§ **Instructions to follow**
What is needed is the full listing written out exactly, minus the pictures.

§ **Material to process**

=====

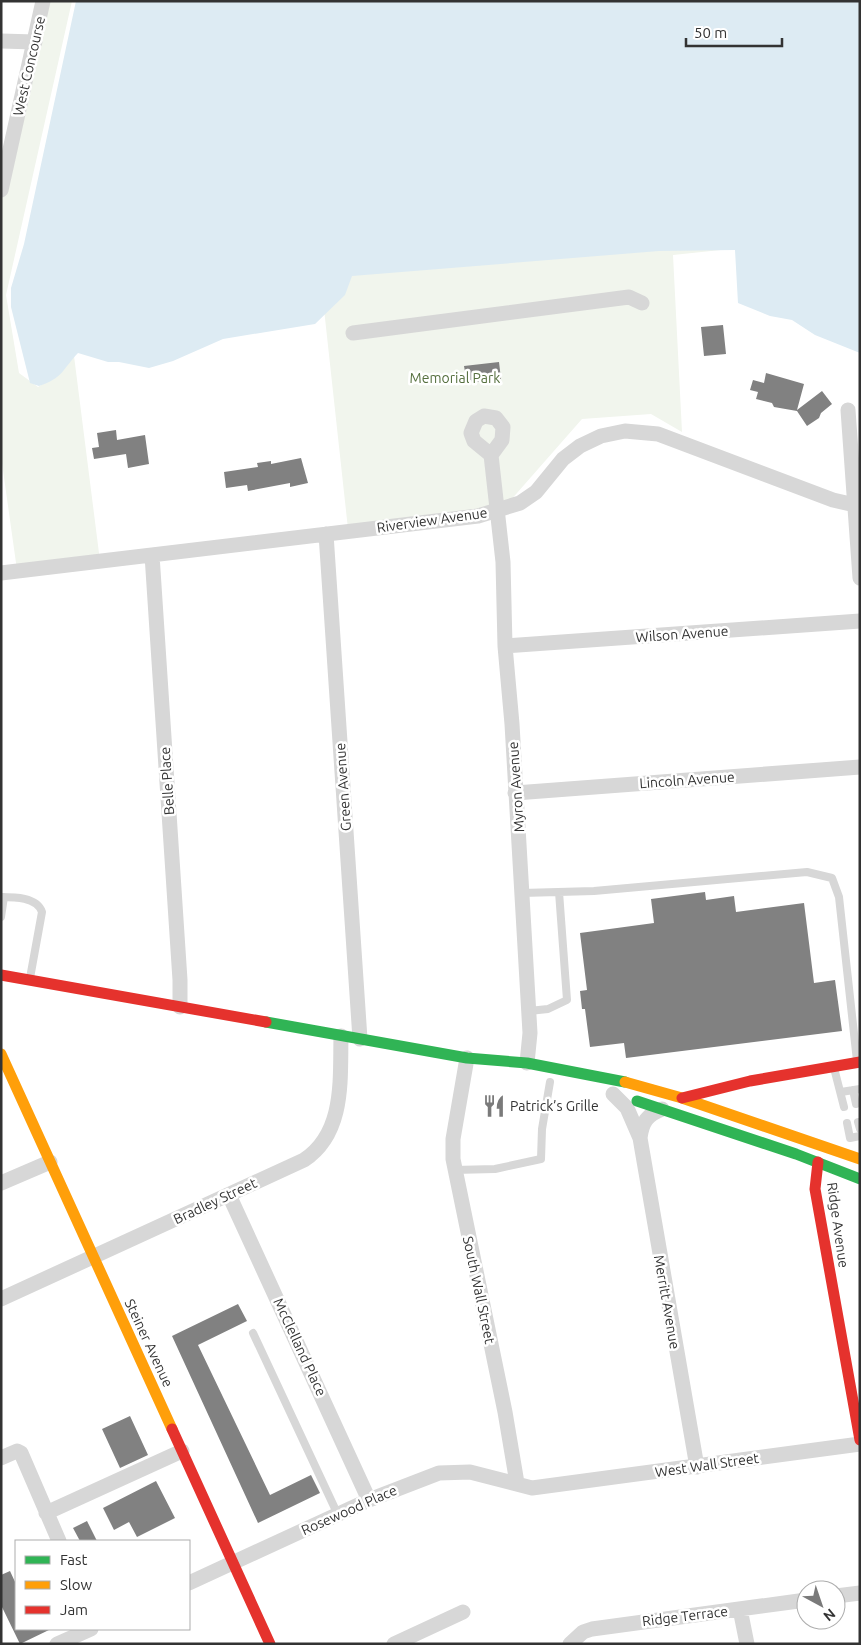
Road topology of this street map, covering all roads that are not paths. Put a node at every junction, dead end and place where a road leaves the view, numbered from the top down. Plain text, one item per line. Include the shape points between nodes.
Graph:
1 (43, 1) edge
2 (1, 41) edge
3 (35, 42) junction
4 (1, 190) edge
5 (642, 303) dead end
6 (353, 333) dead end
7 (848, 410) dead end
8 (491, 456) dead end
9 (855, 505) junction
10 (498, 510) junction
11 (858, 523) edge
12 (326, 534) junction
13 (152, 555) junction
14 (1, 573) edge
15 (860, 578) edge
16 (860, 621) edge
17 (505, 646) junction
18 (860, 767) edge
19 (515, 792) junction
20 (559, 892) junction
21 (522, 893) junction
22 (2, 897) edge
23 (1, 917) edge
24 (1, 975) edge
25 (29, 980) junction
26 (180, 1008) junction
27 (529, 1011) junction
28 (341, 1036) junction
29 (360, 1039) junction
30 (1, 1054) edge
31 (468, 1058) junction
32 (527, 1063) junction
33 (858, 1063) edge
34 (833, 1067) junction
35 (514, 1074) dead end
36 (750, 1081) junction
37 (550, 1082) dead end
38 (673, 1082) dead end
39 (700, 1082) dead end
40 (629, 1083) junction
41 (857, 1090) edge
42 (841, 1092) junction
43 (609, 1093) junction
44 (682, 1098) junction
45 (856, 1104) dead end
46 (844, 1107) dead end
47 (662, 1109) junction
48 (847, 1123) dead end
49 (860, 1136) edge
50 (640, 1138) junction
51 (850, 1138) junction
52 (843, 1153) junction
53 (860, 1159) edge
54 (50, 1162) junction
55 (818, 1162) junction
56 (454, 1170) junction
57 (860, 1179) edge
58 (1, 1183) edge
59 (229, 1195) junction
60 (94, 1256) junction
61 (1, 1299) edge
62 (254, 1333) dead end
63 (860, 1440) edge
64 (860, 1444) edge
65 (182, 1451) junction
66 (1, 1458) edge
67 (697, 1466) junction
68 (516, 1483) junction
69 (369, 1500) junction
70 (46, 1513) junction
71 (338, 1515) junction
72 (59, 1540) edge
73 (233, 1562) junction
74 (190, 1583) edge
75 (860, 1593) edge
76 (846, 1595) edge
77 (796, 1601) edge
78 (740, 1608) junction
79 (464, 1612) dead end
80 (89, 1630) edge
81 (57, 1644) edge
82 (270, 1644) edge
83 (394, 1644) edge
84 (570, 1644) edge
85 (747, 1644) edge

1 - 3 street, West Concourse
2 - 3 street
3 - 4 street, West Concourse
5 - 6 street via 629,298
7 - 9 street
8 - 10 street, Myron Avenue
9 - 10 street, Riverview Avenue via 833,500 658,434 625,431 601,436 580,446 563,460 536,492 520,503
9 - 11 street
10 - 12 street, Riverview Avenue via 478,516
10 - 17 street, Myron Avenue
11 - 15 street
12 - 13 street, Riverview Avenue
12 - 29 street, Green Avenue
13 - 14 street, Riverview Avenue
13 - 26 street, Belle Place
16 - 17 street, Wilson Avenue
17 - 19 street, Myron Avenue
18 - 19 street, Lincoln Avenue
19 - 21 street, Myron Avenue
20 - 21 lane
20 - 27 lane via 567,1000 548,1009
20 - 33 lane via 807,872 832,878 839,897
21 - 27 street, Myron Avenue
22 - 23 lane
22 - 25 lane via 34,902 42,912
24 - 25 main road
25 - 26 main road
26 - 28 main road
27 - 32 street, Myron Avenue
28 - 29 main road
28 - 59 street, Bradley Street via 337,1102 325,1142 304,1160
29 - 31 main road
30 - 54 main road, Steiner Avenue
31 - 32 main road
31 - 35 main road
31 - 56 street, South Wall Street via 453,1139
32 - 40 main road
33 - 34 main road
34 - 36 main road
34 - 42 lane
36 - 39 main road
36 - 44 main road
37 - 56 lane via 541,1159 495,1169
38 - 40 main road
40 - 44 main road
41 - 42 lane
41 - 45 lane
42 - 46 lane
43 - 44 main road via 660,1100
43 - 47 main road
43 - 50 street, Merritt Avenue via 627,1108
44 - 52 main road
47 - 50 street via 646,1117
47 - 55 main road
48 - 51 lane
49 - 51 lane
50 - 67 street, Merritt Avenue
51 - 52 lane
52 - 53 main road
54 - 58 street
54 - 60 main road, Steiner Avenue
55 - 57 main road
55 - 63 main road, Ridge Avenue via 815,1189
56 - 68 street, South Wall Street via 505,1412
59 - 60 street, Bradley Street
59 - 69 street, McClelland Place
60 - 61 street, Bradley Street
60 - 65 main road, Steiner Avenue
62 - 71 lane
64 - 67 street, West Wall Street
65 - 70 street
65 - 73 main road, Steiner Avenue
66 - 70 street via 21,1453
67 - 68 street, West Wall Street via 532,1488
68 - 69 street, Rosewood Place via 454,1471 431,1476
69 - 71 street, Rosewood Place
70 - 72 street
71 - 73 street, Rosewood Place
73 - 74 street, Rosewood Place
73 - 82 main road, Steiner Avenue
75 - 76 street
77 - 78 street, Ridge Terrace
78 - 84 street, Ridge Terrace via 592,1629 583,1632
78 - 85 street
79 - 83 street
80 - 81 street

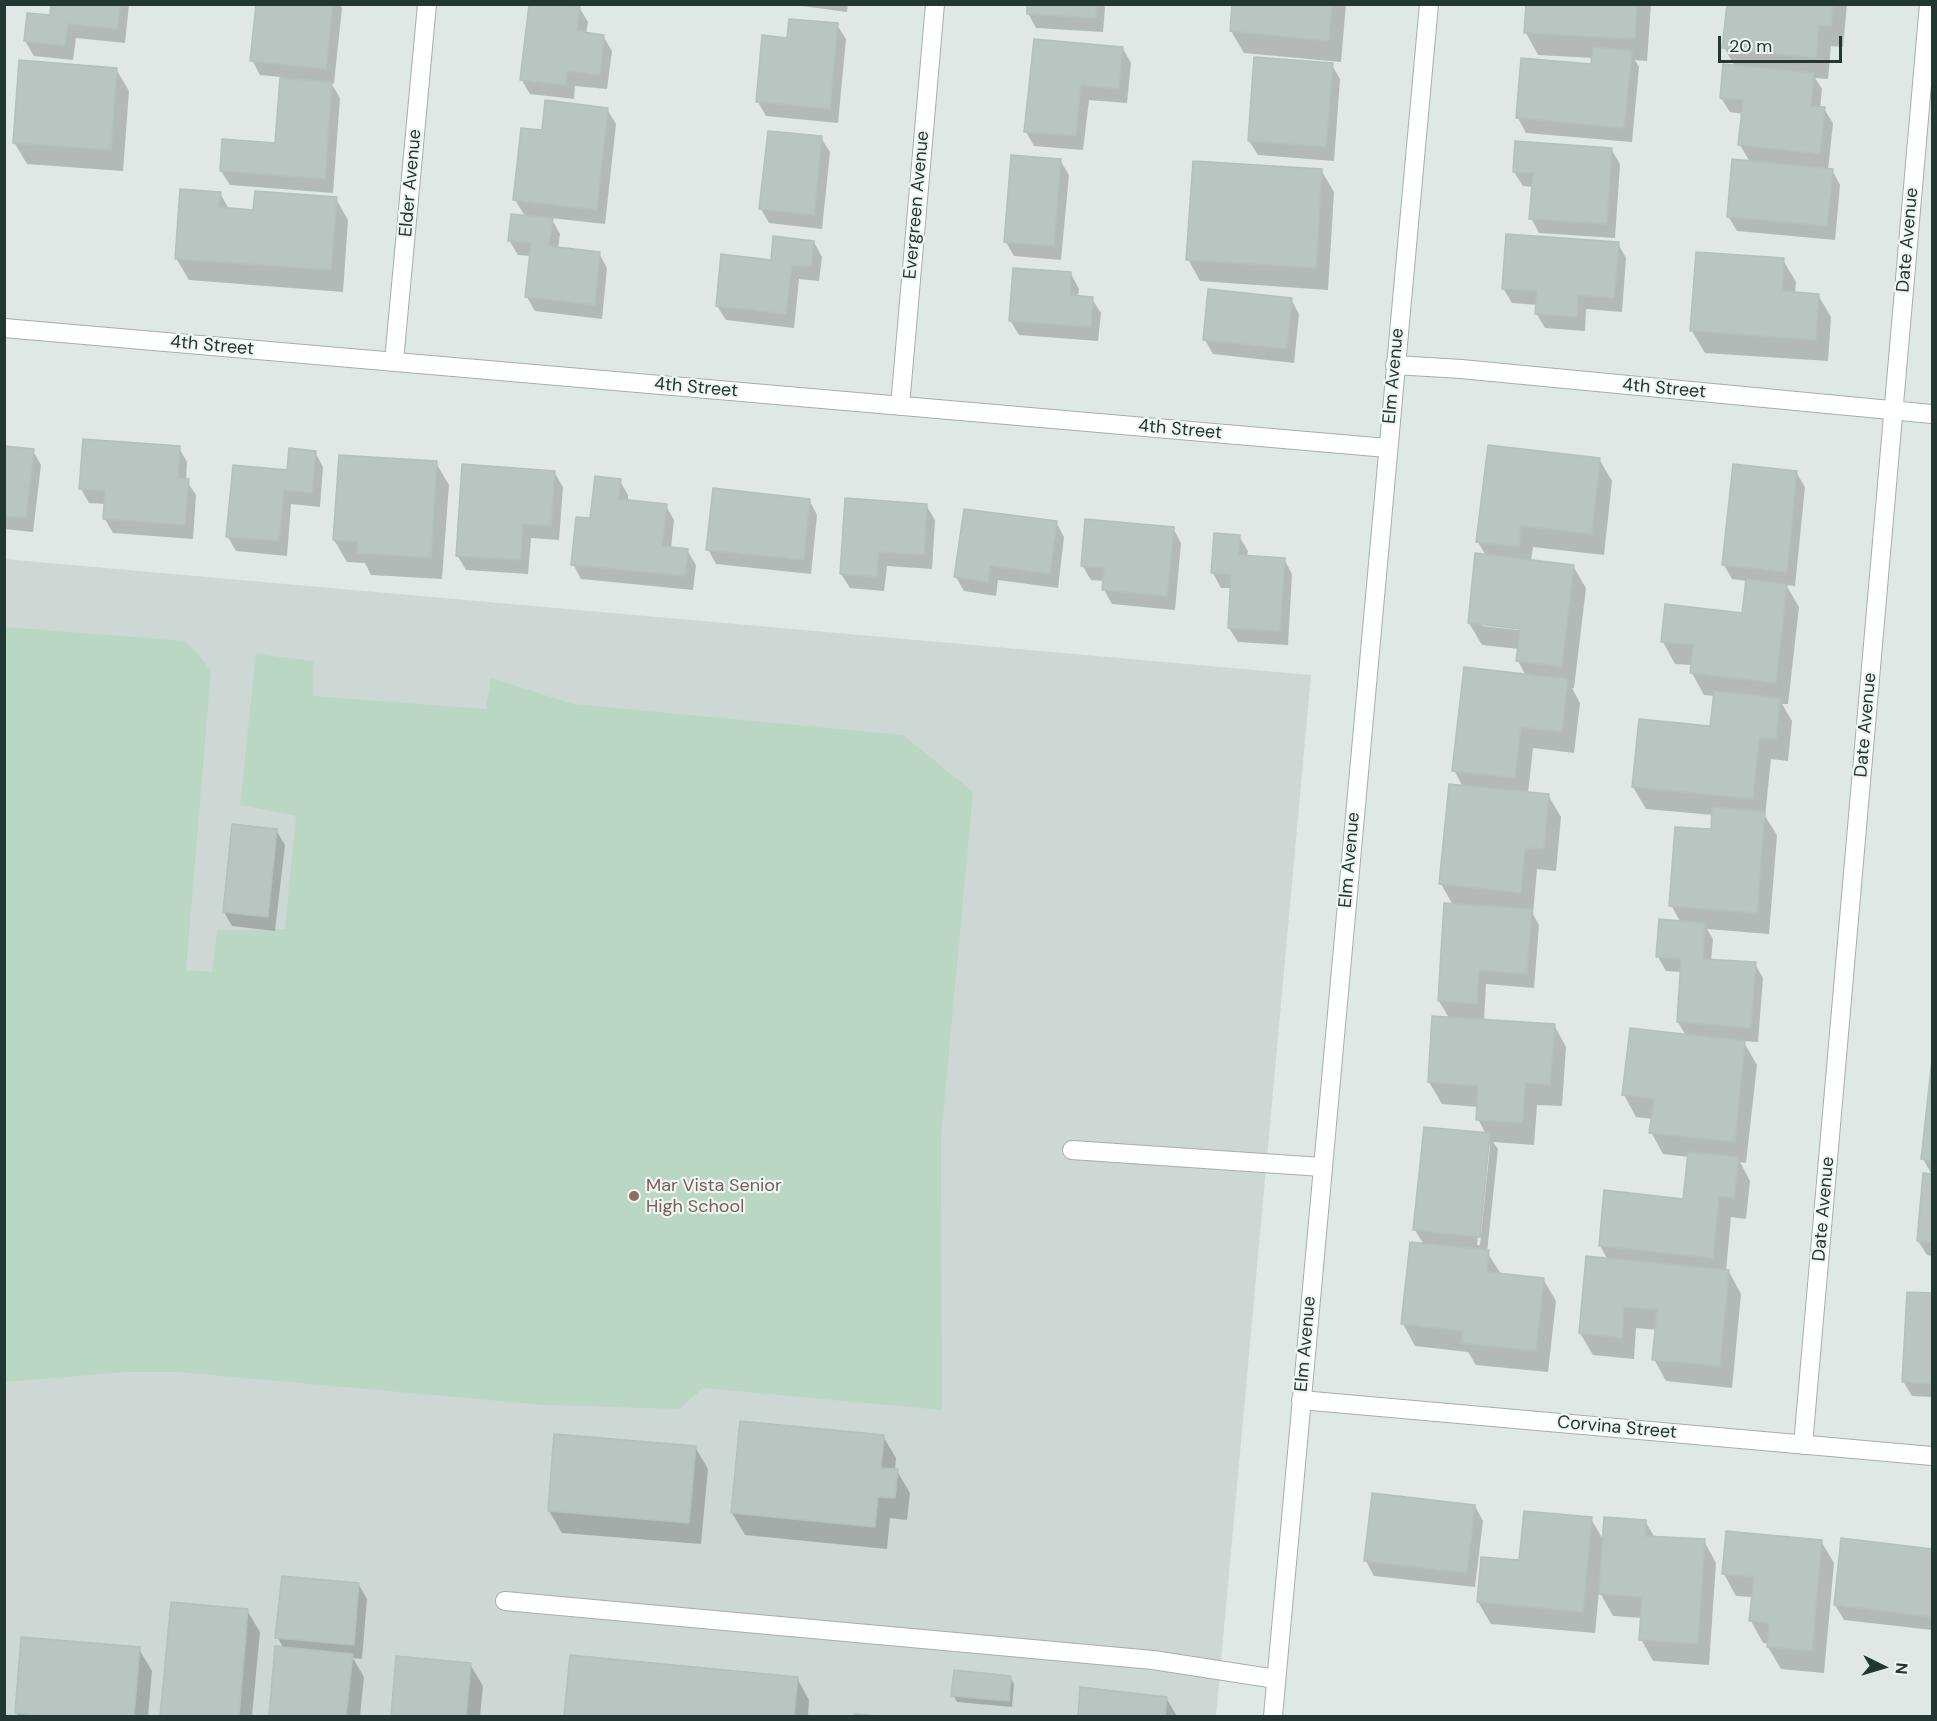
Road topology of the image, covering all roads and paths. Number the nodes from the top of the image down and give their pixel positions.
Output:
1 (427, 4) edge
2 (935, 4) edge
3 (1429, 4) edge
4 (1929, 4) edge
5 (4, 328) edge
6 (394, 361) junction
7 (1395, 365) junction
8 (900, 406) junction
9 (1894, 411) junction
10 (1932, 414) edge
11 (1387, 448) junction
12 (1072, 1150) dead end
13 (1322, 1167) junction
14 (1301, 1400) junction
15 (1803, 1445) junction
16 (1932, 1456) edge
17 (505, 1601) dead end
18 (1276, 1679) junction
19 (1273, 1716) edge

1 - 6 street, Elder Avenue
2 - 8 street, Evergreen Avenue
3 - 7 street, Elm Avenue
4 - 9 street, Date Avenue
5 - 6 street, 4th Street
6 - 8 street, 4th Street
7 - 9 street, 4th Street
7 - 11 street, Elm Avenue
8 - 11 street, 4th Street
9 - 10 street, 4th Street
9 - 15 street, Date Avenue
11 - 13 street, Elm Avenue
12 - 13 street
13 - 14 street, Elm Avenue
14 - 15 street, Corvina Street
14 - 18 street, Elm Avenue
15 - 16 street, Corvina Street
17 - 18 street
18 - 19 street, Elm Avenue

=====

§ **Response area**
Road topology of this street map, covering all roads that are not paths. Put a node at every junction, dead end and place where a road leaves the view, numbered from the top down. Plain text, one item per line. Include the shape points between nodes.
Graph:
1 (43, 1) edge
2 (1, 41) edge
3 (35, 42) junction
4 (1, 190) edge
5 (642, 303) dead end
6 (353, 333) dead end
7 (848, 410) dead end
8 (491, 456) dead end
9 (855, 505) junction
10 (498, 510) junction
11 (858, 523) edge
12 (326, 534) junction
13 (152, 555) junction
14 (1, 573) edge
15 (860, 578) edge
16 (860, 621) edge
17 (505, 646) junction
18 (860, 767) edge
19 (515, 792) junction
20 (559, 892) junction
21 (522, 893) junction
22 (2, 897) edge
23 (1, 917) edge
24 (1, 975) edge
25 (29, 980) junction
26 (180, 1008) junction
27 (529, 1011) junction
28 (341, 1036) junction
29 (360, 1039) junction
30 (1, 1054) edge
31 (468, 1058) junction
32 (527, 1063) junction
33 (858, 1063) edge
34 (833, 1067) junction
35 (514, 1074) dead end
36 (750, 1081) junction
37 (550, 1082) dead end
38 (673, 1082) dead end
39 (700, 1082) dead end
40 (629, 1083) junction
41 (857, 1090) edge
42 (841, 1092) junction
43 (609, 1093) junction
44 (682, 1098) junction
45 (856, 1104) dead end
46 (844, 1107) dead end
47 (662, 1109) junction
48 (847, 1123) dead end
49 (860, 1136) edge
50 (640, 1138) junction
51 (850, 1138) junction
52 (843, 1153) junction
53 (860, 1159) edge
54 (50, 1162) junction
55 (818, 1162) junction
56 (454, 1170) junction
57 (860, 1179) edge
58 (1, 1183) edge
59 (229, 1195) junction
60 (94, 1256) junction
61 (1, 1299) edge
62 (254, 1333) dead end
63 (860, 1440) edge
64 (860, 1444) edge
65 (182, 1451) junction
66 (1, 1458) edge
67 (697, 1466) junction
68 (516, 1483) junction
69 (369, 1500) junction
70 (46, 1513) junction
71 (338, 1515) junction
72 (59, 1540) edge
73 (233, 1562) junction
74 (190, 1583) edge
75 (860, 1593) edge
76 (846, 1595) edge
77 (796, 1601) edge
78 (740, 1608) junction
79 (464, 1612) dead end
80 (89, 1630) edge
81 (57, 1644) edge
82 (270, 1644) edge
83 (394, 1644) edge
84 (570, 1644) edge
85 (747, 1644) edge

1 - 3 street, West Concourse
2 - 3 street
3 - 4 street, West Concourse
5 - 6 street via 629,298
7 - 9 street
8 - 10 street, Myron Avenue
9 - 10 street, Riverview Avenue via 833,500 658,434 625,431 601,436 580,446 563,460 536,492 520,503
9 - 11 street
10 - 12 street, Riverview Avenue via 478,516
10 - 17 street, Myron Avenue
11 - 15 street
12 - 13 street, Riverview Avenue
12 - 29 street, Green Avenue
13 - 14 street, Riverview Avenue
13 - 26 street, Belle Place
16 - 17 street, Wilson Avenue
17 - 19 street, Myron Avenue
18 - 19 street, Lincoln Avenue
19 - 21 street, Myron Avenue
20 - 21 lane
20 - 27 lane via 567,1000 548,1009
20 - 33 lane via 807,872 832,878 839,897
21 - 27 street, Myron Avenue
22 - 23 lane
22 - 25 lane via 34,902 42,912
24 - 25 main road
25 - 26 main road
26 - 28 main road
27 - 32 street, Myron Avenue
28 - 29 main road
28 - 59 street, Bradley Street via 337,1102 325,1142 304,1160
29 - 31 main road
30 - 54 main road, Steiner Avenue
31 - 32 main road
31 - 35 main road
31 - 56 street, South Wall Street via 453,1139
32 - 40 main road
33 - 34 main road
34 - 36 main road
34 - 42 lane
36 - 39 main road
36 - 44 main road
37 - 56 lane via 541,1159 495,1169
38 - 40 main road
40 - 44 main road
41 - 42 lane
41 - 45 lane
42 - 46 lane
43 - 44 main road via 660,1100
43 - 47 main road
43 - 50 street, Merritt Avenue via 627,1108
44 - 52 main road
47 - 50 street via 646,1117
47 - 55 main road
48 - 51 lane
49 - 51 lane
50 - 67 street, Merritt Avenue
51 - 52 lane
52 - 53 main road
54 - 58 street
54 - 60 main road, Steiner Avenue
55 - 57 main road
55 - 63 main road, Ridge Avenue via 815,1189
56 - 68 street, South Wall Street via 505,1412
59 - 60 street, Bradley Street
59 - 69 street, McClelland Place
60 - 61 street, Bradley Street
60 - 65 main road, Steiner Avenue
62 - 71 lane
64 - 67 street, West Wall Street
65 - 70 street
65 - 73 main road, Steiner Avenue
66 - 70 street via 21,1453
67 - 68 street, West Wall Street via 532,1488
68 - 69 street, Rosewood Place via 454,1471 431,1476
69 - 71 street, Rosewood Place
70 - 72 street
71 - 73 street, Rosewood Place
73 - 74 street, Rosewood Place
73 - 82 main road, Steiner Avenue
75 - 76 street
77 - 78 street, Ridge Terrace
78 - 84 street, Ridge Terrace via 592,1629 583,1632
78 - 85 street
79 - 83 street
80 - 81 street

Road topology of the image, covering all roads and paths. Number the nodes from the top of the image down and give their pixel positions.
Output:
1 (427, 4) edge
2 (935, 4) edge
3 (1429, 4) edge
4 (1929, 4) edge
5 (4, 328) edge
6 (394, 361) junction
7 (1395, 365) junction
8 (900, 406) junction
9 (1894, 411) junction
10 (1932, 414) edge
11 (1387, 448) junction
12 (1072, 1150) dead end
13 (1322, 1167) junction
14 (1301, 1400) junction
15 (1803, 1445) junction
16 (1932, 1456) edge
17 (505, 1601) dead end
18 (1276, 1679) junction
19 (1273, 1716) edge

1 - 6 street, Elder Avenue
2 - 8 street, Evergreen Avenue
3 - 7 street, Elm Avenue
4 - 9 street, Date Avenue
5 - 6 street, 4th Street
6 - 8 street, 4th Street
7 - 9 street, 4th Street
7 - 11 street, Elm Avenue
8 - 11 street, 4th Street
9 - 10 street, 4th Street
9 - 15 street, Date Avenue
11 - 13 street, Elm Avenue
12 - 13 street
13 - 14 street, Elm Avenue
14 - 15 street, Corvina Street
14 - 18 street, Elm Avenue
15 - 16 street, Corvina Street
17 - 18 street
18 - 19 street, Elm Avenue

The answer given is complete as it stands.